It Pays To Do All Of Your Homework

Submitted by patentadmin on Mon, 10/20/2008 - 16:44

In patent infringement litigation, there can be few things as frustrating to a prevailing patentee as to see a generous damages award struck down “as a matter of law” because the judge decided that “a reasonable jury would not have a legally sufficient evidentiary basis” to support it.

Imagine then, the frustration felt by Medtronic Inc. (Medtronic Vascular, Inc. et al. v. Boston Scientific Corp. et al.) when the trial judge overturned its newly won damages award with respect to each accused product for which it had not introduced into evidence test data establishing infringement of that specific product.
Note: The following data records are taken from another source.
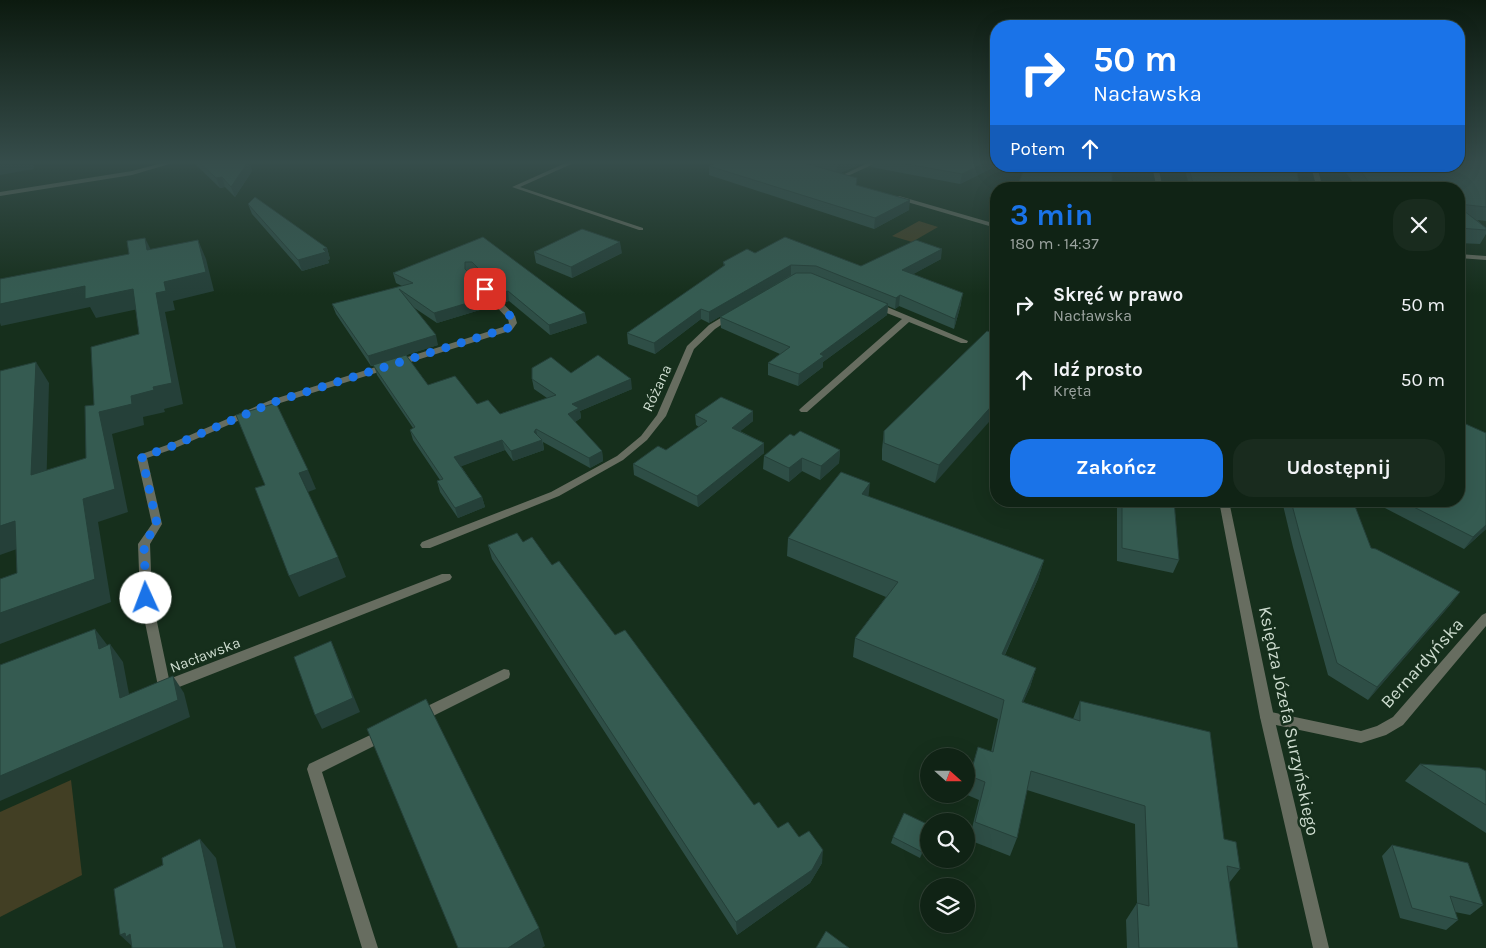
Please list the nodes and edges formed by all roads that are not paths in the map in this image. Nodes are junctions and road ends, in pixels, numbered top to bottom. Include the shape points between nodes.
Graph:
1 (572, 206) edge
2 (928, 206) edge
3 (990, 224) edge
4 (640, 229) dead end
5 (1465, 256) edge
6 (1486, 258) edge
7 (471, 275) edge
8 (864, 301) edge
9 (744, 308) edge
10 (906, 318) junction
11 (964, 341) dead end
12 (804, 410) dead end
13 (1225, 507) edge
14 (426, 545) dead end
15 (446, 577) dead end
16 (1486, 618) edge
17 (504, 674) dead end
18 (1267, 717) junction
19 (410, 721) edge
20 (392, 730) edge
21 (370, 948) edge
22 (1320, 948) edge

1 - 4 street
2 - 3 street
5 - 6 street
7 - 15 street, Nacławska via 512,318 513,323 508,328 274,402 142,457 157,524 144,544 146,598 164,687
8 - 10 street
9 - 14 street, Różana via 712,327 690,348 661,416 644,438 620,458 555,494
10 - 11 street
10 - 12 street
13 - 18 street, Księdza Józefa Surzyńskiego
16 - 18 street, Bernardyńska via 1398,720 1381,731 1361,737
17 - 19 street
18 - 22 street, Księdza Józefa Surzyńskiego
20 - 21 street via 314,769

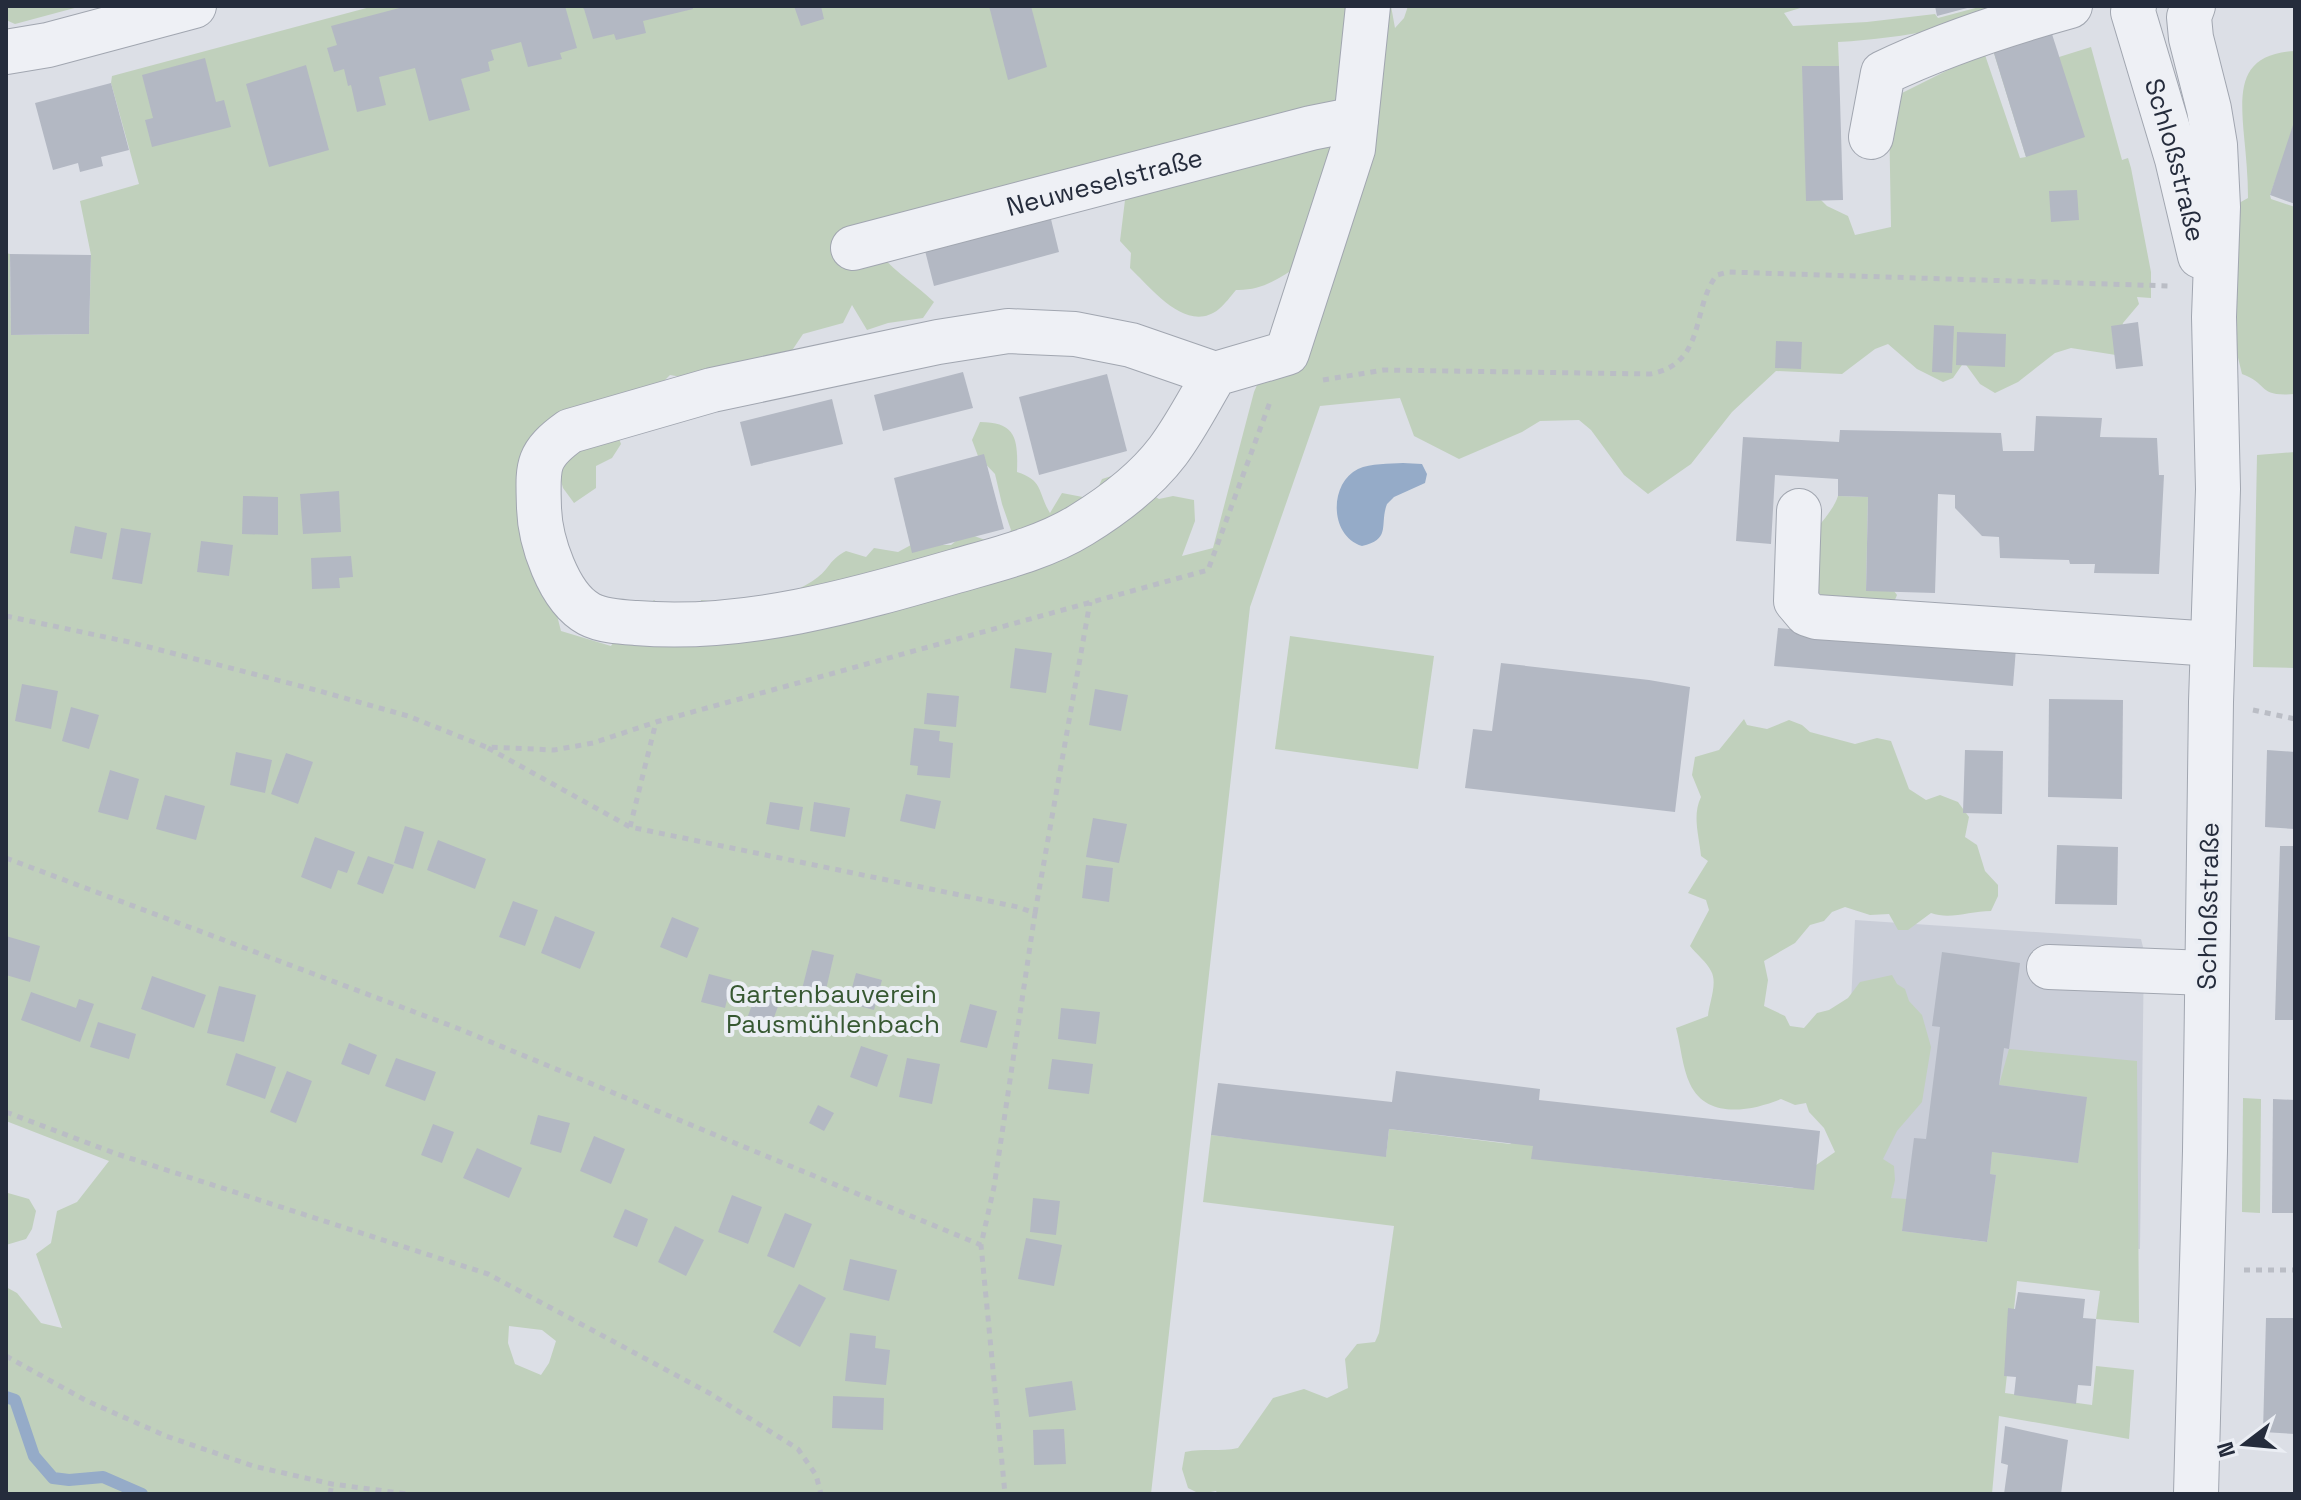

The patents-in-suit relate to balloon dilation catheters. Nine models of defendant’s catheters were alleged to infringe. Each model was offered in between 26 and 50 different sizes. Medtronic tested about 5 sizes of each of the models. (In its appeal brief, Medtronic argued that testing of each size of each model of catheter would have cost approximately $2 million.) The judge, nevertheless, held that a patentee “cannot simply assume that all of [the accused] products are like the one [plaintiff’s expert] tested and thereby shift to [the accused infringer] the burden to show that is not the case.” Goodbye big judgment.

The lesson to be learned here: it pays to do all of your homework. Don’t expect to collect damages in respect of any product for which no evidence of infringement has been introduced.